** Provided records follows **

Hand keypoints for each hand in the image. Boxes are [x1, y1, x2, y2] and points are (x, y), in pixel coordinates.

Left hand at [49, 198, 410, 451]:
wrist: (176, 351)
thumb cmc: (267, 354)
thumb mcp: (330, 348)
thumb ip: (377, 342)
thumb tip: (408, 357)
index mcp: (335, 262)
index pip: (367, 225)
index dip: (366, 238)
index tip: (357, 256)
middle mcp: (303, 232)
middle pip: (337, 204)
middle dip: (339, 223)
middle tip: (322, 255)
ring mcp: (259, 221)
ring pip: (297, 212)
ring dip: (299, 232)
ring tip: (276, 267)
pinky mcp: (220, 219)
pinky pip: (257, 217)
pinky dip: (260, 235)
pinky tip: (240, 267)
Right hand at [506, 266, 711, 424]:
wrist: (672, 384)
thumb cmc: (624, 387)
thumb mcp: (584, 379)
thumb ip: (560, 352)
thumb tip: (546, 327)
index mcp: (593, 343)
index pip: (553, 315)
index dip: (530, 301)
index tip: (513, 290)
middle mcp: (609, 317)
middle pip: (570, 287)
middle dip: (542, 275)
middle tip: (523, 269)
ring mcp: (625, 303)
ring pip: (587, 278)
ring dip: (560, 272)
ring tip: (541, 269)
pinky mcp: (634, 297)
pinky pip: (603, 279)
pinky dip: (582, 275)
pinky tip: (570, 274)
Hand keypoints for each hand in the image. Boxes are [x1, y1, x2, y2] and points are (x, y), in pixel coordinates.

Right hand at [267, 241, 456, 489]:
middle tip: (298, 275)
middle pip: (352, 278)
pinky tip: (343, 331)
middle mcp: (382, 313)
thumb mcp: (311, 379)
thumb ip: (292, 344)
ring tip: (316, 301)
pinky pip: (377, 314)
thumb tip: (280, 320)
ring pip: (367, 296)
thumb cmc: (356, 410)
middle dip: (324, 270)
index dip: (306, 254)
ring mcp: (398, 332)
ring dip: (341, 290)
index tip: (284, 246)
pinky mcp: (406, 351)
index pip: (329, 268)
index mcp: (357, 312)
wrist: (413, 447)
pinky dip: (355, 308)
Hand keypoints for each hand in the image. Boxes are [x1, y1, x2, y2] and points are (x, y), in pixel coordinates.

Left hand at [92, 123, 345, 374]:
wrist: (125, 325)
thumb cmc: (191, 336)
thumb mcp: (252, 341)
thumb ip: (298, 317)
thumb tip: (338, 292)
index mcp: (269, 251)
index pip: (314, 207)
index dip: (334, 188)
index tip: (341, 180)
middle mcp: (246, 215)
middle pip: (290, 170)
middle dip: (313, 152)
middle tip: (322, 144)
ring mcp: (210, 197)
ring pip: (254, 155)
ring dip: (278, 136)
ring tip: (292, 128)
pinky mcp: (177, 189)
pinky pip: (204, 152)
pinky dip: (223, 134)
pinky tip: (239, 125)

** End of Provided records **

Write out every entry again exactly, please, with nothing missing.

▶ Response area
Hand keypoints for each hand in the image. Boxes are [x1, y1, x2, y2] and points are (x, y), in pixel coordinates.

Left hand at [49, 198, 410, 451]:
wrist: (176, 351)
thumb cmc: (267, 354)
thumb mcp: (330, 348)
thumb ip: (377, 342)
thumb tip: (408, 357)
index mcp: (335, 262)
index pip: (367, 225)
index dip: (366, 238)
index tip: (357, 256)
middle mcp: (303, 232)
middle pip: (337, 204)
middle dip: (339, 223)
middle tip: (322, 255)
ring mcp: (259, 221)
ring pip: (297, 212)
ring dip: (299, 232)
ring tip: (276, 267)
pinky mcp: (220, 219)
pinky pip: (257, 217)
pinky dip: (260, 235)
pinky tip: (240, 267)
Right hand at [506, 266, 711, 424]:
wrist: (672, 384)
thumb cmc: (624, 387)
thumb mcp: (584, 379)
thumb ip: (560, 352)
thumb tip: (546, 327)
index mcp: (593, 343)
index pip: (553, 315)
index dip: (530, 301)
index tip: (513, 290)
middle mcp: (609, 317)
middle pip: (570, 287)
middle dip: (542, 275)
middle tip: (523, 269)
ring mcp: (625, 303)
ring pip: (587, 278)
ring dip: (560, 272)
ring tip: (541, 269)
pinky mcp: (634, 297)
pinky pip: (603, 279)
pinky dip: (582, 275)
pinky tip: (570, 274)
Hand keypoints for each hand in the image. Boxes are [x1, y1, x2, y2] and points are (x, y), in pixel coordinates.

Right hand at [267, 241, 456, 489]:
middle tip: (298, 275)
middle pip: (352, 278)
pinky tip: (343, 331)
middle mcp: (382, 313)
thumb mcp: (311, 379)
thumb ip: (292, 344)
ring tip: (316, 301)
pinky pip: (377, 314)
thumb tip: (280, 320)
ring pip: (367, 296)
thumb cmc: (356, 410)
middle dip: (324, 270)
index dip: (306, 254)
ring mcp: (398, 332)
ring dip: (341, 290)
index tip: (284, 246)
pinky mcp: (406, 351)
index pip: (329, 268)
index mcp: (357, 312)
wrist: (413, 447)
pinky dip: (355, 308)
Hand keypoints for each hand in the image. Boxes are [x1, y1, x2, y2] and points are (x, y), in pixel coordinates.

Left hand at [92, 123, 345, 374]:
wrist: (125, 325)
thumb cmc: (191, 336)
thumb mcp: (252, 341)
thumb ip: (298, 317)
thumb tip: (338, 292)
index mcp: (269, 251)
index pip: (314, 207)
index dip: (334, 188)
index tip: (341, 180)
middle mcp: (246, 215)
middle pip: (290, 170)
middle dip: (313, 152)
middle tip: (322, 144)
ring mcp: (210, 197)
ring pip: (254, 155)
ring dip: (278, 136)
ring tip: (292, 128)
pinky mcp: (177, 189)
pinky pip: (204, 152)
pinky dip: (223, 134)
pinky tip: (239, 125)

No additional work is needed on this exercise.